> Activity
Go over the records and copy every line with the string "RAUHUT".

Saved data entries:
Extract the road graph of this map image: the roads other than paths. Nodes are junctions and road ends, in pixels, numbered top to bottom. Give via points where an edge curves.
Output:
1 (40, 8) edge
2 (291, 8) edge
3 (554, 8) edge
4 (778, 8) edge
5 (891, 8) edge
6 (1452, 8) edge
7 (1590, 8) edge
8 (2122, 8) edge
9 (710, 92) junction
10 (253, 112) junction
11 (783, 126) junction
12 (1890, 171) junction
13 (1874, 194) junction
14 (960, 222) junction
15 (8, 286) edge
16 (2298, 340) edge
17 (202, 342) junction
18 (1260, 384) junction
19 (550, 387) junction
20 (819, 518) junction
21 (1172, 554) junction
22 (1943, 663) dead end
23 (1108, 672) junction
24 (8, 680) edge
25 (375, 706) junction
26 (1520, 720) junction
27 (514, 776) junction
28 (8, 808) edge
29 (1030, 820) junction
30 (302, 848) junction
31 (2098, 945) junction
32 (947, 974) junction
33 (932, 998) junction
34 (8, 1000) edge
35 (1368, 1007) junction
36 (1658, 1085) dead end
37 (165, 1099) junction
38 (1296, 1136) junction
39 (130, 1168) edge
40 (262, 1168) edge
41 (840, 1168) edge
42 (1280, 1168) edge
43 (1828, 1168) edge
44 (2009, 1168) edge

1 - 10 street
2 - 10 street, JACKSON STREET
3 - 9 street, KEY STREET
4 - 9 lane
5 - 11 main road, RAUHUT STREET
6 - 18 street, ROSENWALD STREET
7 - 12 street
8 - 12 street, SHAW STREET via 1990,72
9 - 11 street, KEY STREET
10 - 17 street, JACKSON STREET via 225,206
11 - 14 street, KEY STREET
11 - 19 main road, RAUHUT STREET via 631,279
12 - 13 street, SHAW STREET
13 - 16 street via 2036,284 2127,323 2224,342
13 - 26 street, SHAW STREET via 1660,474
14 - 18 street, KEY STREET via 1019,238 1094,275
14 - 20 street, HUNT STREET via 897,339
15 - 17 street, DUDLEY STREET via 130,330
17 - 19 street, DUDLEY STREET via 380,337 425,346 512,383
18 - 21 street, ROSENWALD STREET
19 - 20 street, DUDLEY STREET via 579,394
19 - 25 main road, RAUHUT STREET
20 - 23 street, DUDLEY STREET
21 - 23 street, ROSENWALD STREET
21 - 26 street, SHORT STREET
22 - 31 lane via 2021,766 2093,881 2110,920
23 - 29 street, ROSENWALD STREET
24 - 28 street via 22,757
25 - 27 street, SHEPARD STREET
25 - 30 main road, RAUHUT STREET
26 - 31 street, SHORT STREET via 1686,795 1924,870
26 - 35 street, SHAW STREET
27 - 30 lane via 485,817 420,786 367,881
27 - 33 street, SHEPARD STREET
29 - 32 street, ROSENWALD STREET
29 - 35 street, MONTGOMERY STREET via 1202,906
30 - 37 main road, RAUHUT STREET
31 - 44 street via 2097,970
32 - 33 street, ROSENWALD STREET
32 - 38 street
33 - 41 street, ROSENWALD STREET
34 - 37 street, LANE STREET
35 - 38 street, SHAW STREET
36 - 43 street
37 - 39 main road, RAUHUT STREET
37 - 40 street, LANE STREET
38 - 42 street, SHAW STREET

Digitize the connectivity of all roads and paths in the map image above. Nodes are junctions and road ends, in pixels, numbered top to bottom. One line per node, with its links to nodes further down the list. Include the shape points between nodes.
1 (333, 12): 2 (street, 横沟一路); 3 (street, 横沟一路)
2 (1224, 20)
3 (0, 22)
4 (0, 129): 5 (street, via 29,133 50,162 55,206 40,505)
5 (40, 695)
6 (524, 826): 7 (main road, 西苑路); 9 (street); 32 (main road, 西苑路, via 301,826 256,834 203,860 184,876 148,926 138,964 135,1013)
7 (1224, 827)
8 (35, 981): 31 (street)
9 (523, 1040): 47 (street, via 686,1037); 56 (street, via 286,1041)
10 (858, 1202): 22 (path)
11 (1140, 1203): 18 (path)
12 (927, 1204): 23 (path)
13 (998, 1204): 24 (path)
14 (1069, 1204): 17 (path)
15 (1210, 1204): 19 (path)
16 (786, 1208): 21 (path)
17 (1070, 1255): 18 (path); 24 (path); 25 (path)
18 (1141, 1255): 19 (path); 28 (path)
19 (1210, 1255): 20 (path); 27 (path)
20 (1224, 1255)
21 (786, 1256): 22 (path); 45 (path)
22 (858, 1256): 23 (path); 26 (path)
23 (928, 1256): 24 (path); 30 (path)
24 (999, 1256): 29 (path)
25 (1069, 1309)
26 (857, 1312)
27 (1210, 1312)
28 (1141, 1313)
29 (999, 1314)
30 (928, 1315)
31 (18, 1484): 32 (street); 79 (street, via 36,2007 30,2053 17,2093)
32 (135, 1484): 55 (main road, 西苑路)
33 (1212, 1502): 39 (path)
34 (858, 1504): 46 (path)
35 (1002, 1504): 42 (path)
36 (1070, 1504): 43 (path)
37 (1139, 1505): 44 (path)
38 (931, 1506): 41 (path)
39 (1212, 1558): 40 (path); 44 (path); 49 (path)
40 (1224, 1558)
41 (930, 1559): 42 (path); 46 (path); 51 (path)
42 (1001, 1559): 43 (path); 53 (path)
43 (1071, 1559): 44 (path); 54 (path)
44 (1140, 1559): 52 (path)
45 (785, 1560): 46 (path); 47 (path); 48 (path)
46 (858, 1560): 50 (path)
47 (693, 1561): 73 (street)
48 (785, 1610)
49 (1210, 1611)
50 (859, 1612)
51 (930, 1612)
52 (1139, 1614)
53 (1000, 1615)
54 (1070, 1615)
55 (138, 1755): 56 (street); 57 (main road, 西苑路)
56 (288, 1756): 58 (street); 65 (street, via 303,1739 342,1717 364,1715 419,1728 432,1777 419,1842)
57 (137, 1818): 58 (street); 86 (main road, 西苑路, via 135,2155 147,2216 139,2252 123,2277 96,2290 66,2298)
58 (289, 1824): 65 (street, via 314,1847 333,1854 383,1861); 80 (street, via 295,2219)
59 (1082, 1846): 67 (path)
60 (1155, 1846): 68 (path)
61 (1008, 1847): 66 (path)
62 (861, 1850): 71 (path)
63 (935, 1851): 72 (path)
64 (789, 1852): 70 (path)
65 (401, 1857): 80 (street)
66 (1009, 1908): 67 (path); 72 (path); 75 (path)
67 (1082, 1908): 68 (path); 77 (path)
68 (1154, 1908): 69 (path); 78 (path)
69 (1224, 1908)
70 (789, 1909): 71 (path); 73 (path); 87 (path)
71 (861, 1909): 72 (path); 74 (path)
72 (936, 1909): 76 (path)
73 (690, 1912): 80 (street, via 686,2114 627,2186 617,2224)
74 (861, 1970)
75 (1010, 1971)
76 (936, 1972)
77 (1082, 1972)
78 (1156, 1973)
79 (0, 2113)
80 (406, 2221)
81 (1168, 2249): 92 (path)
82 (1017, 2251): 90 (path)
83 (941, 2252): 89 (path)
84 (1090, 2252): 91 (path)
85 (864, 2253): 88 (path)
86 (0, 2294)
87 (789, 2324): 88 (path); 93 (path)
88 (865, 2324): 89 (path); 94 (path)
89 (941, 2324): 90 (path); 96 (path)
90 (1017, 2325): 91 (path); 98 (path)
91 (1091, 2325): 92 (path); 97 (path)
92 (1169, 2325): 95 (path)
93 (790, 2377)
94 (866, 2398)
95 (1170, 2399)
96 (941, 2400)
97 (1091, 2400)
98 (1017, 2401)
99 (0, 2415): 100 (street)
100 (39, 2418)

> Solution
5 - 11 main road, RAUHUT STREET
11 - 19 main road, RAUHUT STREET via 631,279
19 - 25 main road, RAUHUT STREET
25 - 30 main road, RAUHUT STREET
30 - 37 main road, RAUHUT STREET
37 - 39 main road, RAUHUT STREET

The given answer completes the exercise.